- Instructions for the task -
The lines below that include "KILN" are to be found and copied.

(Collected data)
........
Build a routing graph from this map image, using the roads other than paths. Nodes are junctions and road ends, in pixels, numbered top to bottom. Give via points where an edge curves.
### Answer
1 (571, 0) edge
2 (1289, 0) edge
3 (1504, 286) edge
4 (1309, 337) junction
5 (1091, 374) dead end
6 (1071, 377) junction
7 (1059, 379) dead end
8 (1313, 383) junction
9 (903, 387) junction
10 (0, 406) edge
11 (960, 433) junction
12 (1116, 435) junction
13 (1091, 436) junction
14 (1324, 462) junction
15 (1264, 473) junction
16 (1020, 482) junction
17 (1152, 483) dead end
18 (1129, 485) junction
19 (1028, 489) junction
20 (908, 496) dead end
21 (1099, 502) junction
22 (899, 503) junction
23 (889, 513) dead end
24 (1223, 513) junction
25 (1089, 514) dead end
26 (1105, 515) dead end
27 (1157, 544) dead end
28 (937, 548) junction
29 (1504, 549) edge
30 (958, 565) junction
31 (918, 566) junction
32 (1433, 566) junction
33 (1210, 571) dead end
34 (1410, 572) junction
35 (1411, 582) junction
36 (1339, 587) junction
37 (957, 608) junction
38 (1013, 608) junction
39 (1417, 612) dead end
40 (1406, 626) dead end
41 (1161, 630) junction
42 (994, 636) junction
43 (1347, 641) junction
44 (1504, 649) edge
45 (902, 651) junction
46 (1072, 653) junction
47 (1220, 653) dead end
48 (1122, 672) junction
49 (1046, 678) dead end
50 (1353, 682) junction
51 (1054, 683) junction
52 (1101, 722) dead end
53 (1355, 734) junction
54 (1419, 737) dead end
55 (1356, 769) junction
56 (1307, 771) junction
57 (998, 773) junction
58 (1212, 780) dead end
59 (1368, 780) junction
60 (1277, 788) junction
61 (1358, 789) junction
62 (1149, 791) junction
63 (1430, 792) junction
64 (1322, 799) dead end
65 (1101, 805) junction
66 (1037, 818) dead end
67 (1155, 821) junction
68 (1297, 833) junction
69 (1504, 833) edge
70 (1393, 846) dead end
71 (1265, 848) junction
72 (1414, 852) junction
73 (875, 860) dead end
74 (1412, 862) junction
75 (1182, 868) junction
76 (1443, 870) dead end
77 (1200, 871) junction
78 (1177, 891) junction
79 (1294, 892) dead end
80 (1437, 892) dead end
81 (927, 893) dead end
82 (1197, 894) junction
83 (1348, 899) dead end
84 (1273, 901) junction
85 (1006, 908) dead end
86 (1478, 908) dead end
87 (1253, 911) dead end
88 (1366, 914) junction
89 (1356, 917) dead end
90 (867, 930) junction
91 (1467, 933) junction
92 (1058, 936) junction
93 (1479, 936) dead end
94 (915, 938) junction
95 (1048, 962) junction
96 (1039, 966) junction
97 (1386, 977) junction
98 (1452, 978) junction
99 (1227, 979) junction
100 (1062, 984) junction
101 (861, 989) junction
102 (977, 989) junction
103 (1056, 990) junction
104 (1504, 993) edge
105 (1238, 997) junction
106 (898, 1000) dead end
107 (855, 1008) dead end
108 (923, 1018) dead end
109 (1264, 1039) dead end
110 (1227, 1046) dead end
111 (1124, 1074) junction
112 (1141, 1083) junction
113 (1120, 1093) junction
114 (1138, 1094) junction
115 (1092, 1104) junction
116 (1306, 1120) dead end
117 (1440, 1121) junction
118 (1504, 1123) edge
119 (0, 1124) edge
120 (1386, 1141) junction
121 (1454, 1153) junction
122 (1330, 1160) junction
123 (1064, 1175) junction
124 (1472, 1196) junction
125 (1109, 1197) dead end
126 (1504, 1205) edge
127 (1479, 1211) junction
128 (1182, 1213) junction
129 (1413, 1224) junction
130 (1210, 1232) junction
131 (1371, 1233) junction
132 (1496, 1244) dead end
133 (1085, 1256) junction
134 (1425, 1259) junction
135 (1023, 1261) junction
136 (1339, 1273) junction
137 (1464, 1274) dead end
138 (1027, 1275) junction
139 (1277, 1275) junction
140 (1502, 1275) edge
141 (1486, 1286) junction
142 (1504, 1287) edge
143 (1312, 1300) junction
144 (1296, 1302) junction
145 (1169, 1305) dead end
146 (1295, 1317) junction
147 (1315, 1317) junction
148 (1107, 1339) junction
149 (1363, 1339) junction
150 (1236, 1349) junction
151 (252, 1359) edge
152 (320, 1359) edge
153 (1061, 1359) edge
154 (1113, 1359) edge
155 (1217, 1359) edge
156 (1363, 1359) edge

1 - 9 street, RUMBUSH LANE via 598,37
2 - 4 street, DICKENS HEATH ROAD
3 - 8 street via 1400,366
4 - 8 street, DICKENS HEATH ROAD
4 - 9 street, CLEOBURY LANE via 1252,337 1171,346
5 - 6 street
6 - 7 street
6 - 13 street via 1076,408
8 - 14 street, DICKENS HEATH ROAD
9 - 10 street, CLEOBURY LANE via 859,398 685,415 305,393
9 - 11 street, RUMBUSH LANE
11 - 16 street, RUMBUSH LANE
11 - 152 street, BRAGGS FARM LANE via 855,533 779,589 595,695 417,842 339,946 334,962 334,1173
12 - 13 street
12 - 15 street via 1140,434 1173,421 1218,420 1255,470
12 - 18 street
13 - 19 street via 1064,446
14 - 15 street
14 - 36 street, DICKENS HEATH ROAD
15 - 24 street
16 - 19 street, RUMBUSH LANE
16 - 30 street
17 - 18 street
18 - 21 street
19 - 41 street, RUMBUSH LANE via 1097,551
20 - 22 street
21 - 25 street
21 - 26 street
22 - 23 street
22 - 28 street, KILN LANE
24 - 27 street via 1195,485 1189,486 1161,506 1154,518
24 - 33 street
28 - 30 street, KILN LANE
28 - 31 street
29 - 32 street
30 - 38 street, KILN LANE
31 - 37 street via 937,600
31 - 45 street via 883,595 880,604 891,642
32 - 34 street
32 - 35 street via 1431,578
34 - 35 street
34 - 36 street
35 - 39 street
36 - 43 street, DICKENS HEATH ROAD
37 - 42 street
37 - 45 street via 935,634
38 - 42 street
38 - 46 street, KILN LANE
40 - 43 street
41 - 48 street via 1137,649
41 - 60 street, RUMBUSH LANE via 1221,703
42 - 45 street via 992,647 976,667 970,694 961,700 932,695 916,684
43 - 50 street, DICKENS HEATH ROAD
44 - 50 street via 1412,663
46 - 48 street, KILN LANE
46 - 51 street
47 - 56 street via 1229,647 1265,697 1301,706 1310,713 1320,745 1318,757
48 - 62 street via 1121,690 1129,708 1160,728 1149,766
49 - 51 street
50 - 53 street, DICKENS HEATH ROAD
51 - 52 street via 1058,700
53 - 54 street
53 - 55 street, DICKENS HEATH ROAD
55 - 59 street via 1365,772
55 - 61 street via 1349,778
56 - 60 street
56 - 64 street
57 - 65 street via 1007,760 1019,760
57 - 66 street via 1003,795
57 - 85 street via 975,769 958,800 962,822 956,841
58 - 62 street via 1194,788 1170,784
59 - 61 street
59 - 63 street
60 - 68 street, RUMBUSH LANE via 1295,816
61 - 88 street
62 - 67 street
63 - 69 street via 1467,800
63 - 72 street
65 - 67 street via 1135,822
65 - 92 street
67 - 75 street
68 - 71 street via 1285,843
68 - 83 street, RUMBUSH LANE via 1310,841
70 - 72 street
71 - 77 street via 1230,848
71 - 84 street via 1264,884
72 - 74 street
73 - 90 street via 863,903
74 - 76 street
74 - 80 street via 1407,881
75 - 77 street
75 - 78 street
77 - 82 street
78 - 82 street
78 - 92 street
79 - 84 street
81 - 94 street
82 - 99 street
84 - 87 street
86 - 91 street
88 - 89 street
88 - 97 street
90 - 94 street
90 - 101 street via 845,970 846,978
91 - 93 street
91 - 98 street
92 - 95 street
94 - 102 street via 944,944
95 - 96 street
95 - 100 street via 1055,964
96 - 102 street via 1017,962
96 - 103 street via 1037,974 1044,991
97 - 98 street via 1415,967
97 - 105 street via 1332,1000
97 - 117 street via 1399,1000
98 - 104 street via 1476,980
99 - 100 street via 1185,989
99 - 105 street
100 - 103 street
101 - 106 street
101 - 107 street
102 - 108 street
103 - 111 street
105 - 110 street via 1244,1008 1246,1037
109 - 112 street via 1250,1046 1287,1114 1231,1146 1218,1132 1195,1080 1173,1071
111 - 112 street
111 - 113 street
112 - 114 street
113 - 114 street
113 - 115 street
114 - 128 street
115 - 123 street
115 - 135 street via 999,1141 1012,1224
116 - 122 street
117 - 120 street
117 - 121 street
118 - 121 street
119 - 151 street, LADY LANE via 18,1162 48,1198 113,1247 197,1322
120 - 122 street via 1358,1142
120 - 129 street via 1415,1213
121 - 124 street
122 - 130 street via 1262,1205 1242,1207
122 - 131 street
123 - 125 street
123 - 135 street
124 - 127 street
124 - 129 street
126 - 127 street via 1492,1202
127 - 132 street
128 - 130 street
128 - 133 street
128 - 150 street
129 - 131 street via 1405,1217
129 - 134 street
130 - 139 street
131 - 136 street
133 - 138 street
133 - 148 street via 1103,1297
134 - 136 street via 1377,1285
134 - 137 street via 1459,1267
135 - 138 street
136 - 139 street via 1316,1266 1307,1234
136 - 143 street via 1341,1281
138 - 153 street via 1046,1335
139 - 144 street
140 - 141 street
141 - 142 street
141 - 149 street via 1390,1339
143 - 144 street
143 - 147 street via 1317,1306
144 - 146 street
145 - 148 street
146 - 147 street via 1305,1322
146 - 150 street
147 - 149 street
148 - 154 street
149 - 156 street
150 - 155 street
........
- Solution -
22 - 28 street, KILN LANE
28 - 30 street, KILN LANE
30 - 38 street, KILN LANE
38 - 46 street, KILN LANE
46 - 48 street, KILN LANE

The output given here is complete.